Rhovit: looks like about ten bucks a month. Distribution platform for books, comics, film, etc.

Libboo: claims to use audience measurement algorithms to help authors ‘tune’ their works.

Authorgraph: allows personalized messages in ebooks, signed copies, etc.

Lelivro: another publishing platform, this is the author landing page.

WattPad: you can write directly on WattPad, click on folks who might follow you back and read your stories. I upload the first two chapters of books as excerpts, and I usually get quite a few reads, which is useful information to an author.

EBookPartnership: has a pricing page.

Nook Press: free to use, books appear in the Nook Store.

iTunes: sell your content. Since they have a Canadian store or a foreign platform, you might be able to avoid the withholding tax. I haven’t checked this one out yet.

Sony Publisher Portal: publish direct through Sony system.

Infiniti: publish in hardcover and ebooks. Ebooks $349.00.

With careful key-word search, you can find dozens of soft and hardcover print on demand book publishers, some of whom are or soon will be offering ebook conversions. The proliferation of platforms in this market is undeniable.

VistaPrint: calendars. POD.

How to sell ebooks on eBay.

There are places to publish your photographs, art prints, CDs, books and films, (for example on Createspace.) Other free POD places include Lulu, and there are dozens of others, most of which are on a paid service basis.

Before I publish anything on any platform, I want to know if they have provision for Canadian or overseas authors to avoid paying the standard U.S. withholding tax of 30 percent. (That's why I'm not on Nook Press.) Can I publish for free? How do I get paid? Do I control my prices? (On Kobo the minimum price is $1.99 and you can’t set it to free.) Are there additional distribution channels and should I take advantage of them, if they are free and if they go places I’m not already represented on?

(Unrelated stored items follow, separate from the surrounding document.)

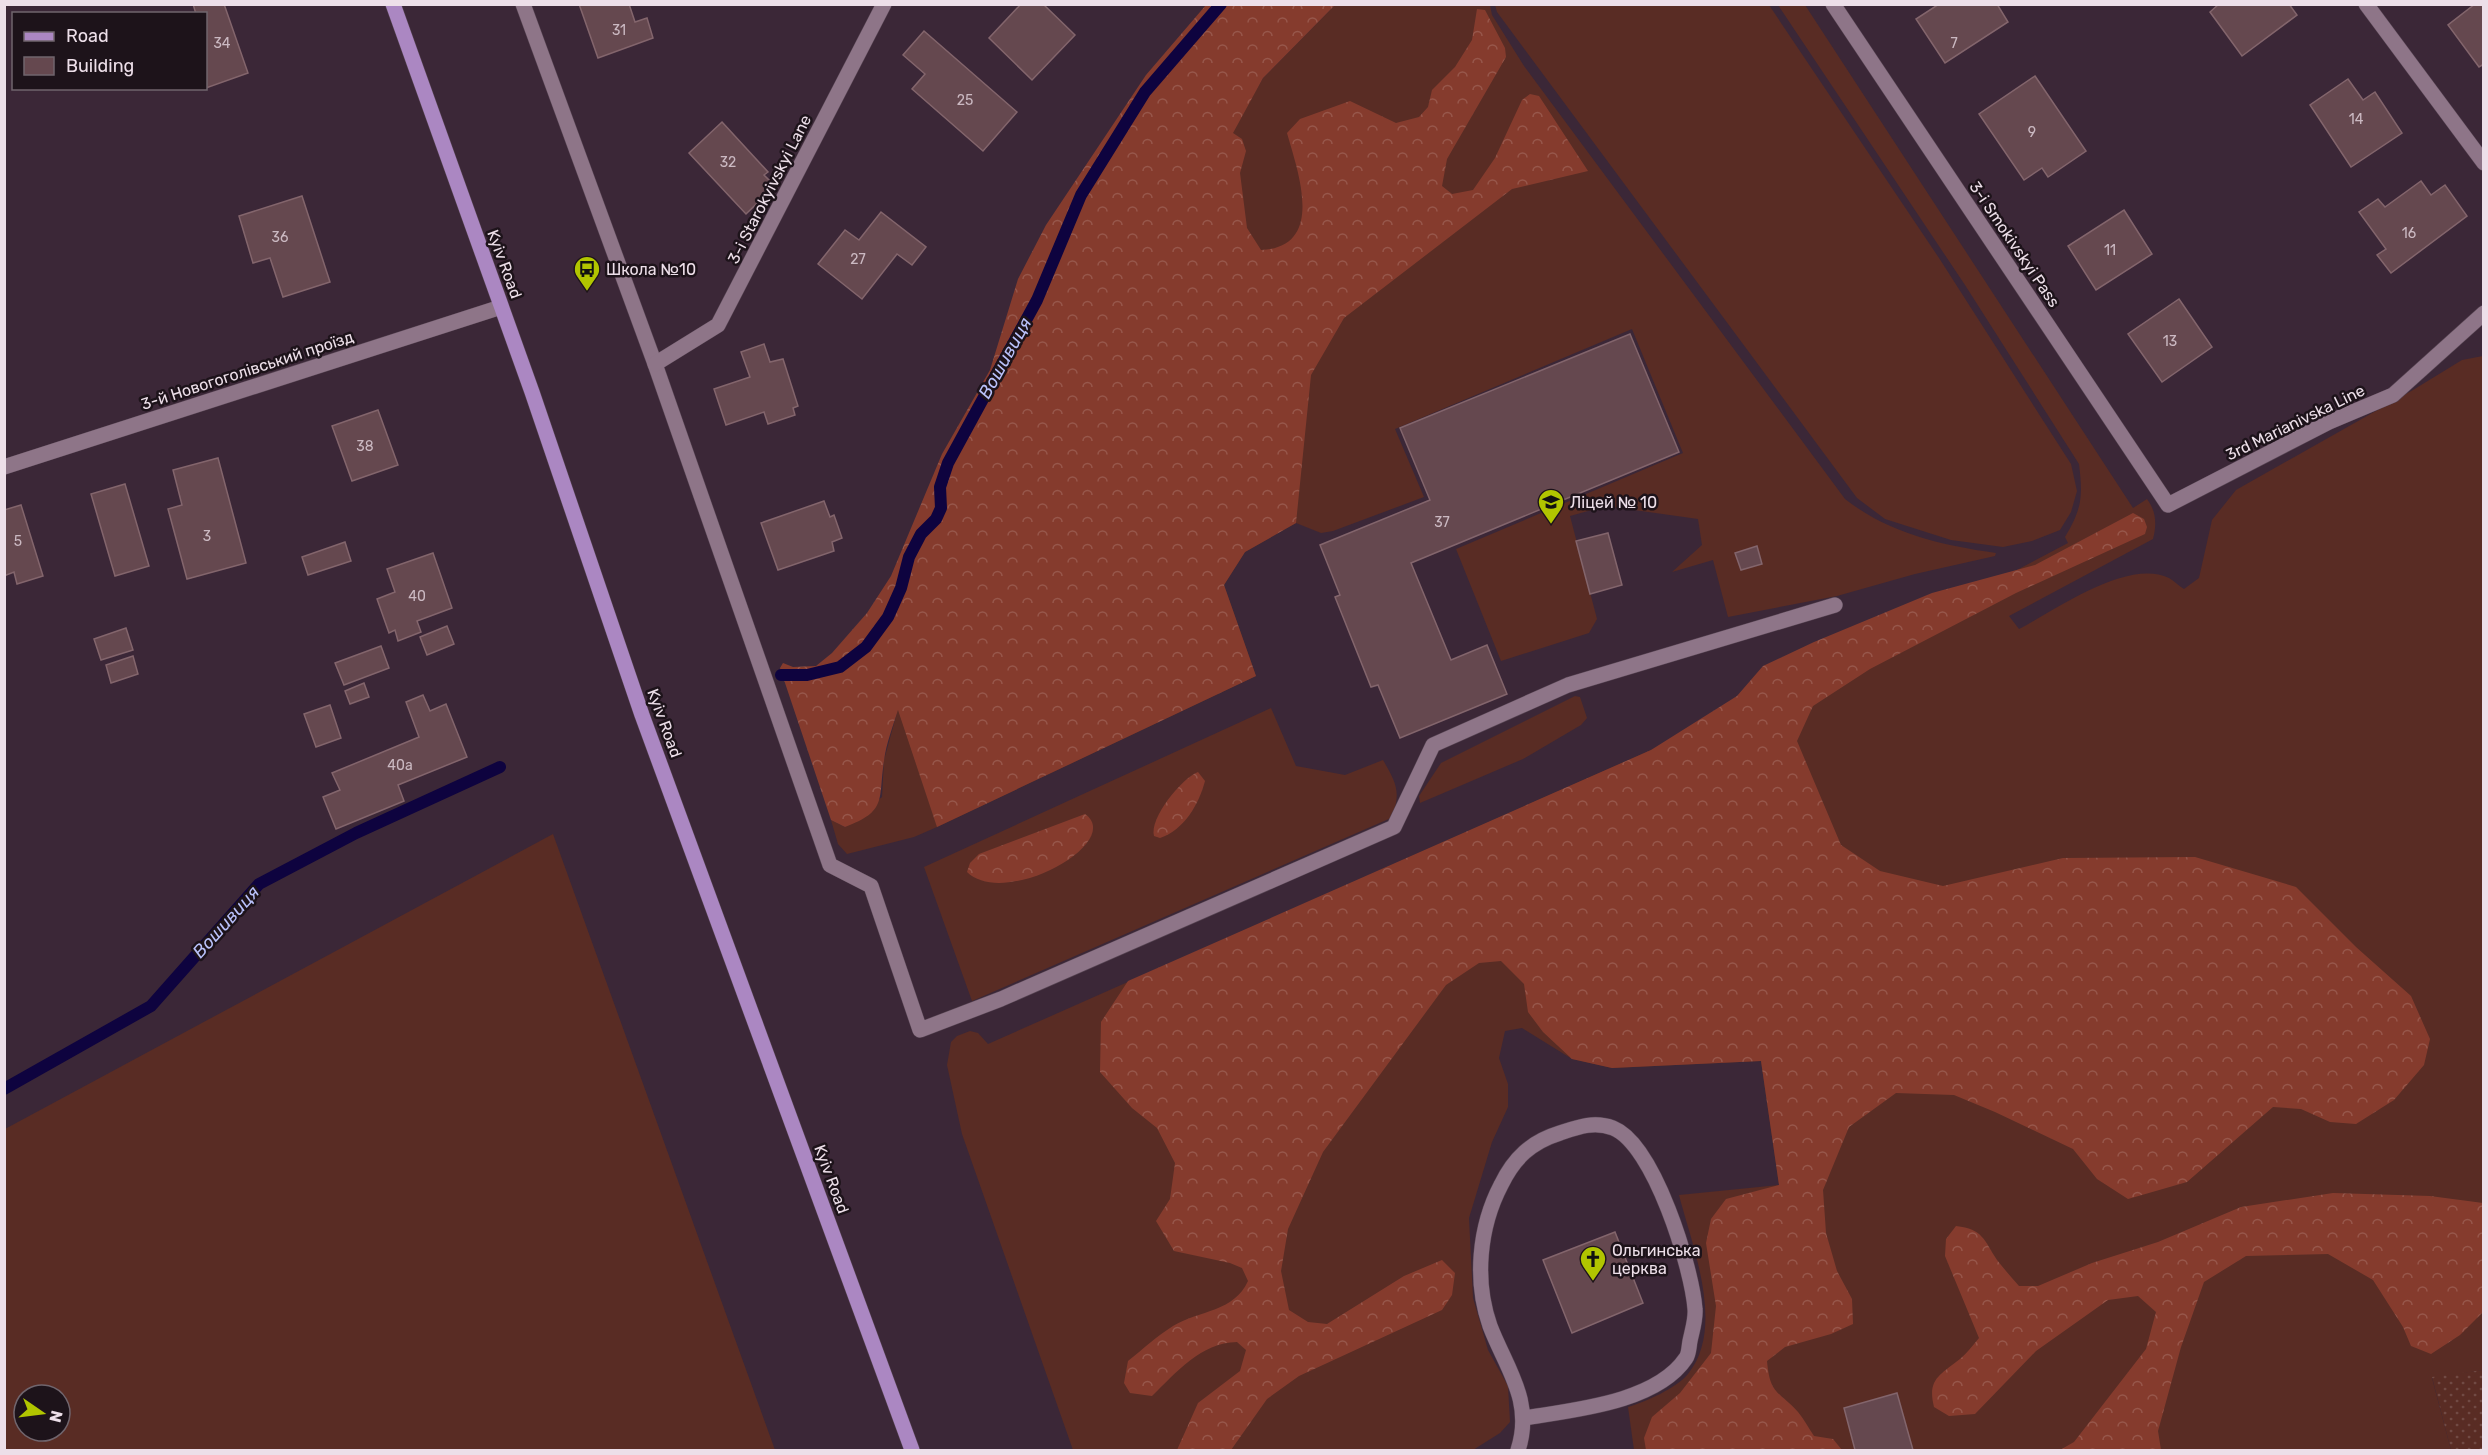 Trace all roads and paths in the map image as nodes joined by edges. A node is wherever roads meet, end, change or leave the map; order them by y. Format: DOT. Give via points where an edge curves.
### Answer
graph roads {
  1 [pos="393,4"];
  2 [pos="523,4"];
  3 [pos="884,4"];
  4 [pos="1833,4"];
  5 [pos="2366,4"];
  6 [pos="2484,163"];
  7 [pos="501,307"];
  8 [pos="2484,312"];
  9 [pos="655,364"];
  10 [pos="4,467"];
  11 [pos="2168,504"];
  12 [pos="1835,605"];
  13 [pos="1524,1418"];
  14 [pos="912,1450"];
  15 [pos="1518,1450"];
  1 -- 7 [label="main road, Kyiv Road"];
  2 -- 9 [label="street"];
  3 -- 9 [label="street, 3-i Starokyivskyi Lane" via="718,325"];
  4 -- 11 [label="street, 3-i Smokivskyi Pass"];
  5 -- 6 [label="street"];
  7 -- 10 [label="street, 3-й Новогоголівський проїзд"];
  7 -- 14 [label="main road, Kyiv Road" via="642,716"];
  8 -- 11 [label="street, 3rd Marianivska Line" via="2393,395 2329,422"];
  9 -- 12 [label="street" via="830,866 871,886 920,1030 1001,999 1394,827 1433,745 1568,685"];
  13 -- 13 [label="street" via="1512,1371 1490,1325 1480,1281 1483,1231 1500,1186 1517,1157 1550,1136 1589,1124 1614,1128 1637,1146 1666,1203 1687,1260 1696,1311 1687,1357 1662,1380 1614,1403"];
  13 -- 15 [label="street"];
}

How does everything actually work?

Bearing in mind I have five pen-names, a load of titles and more coming, the time consideration comes into play—how much time is this going to take, and is there any real chance of some rational payment?

It’s only a matter of time before there are more free publishing platforms, ones with good services and good business plans, with multiple distribution channels and access to some new stores that I haven’t even heard of yet.

We’ll keep our ears out and see what we can pick up.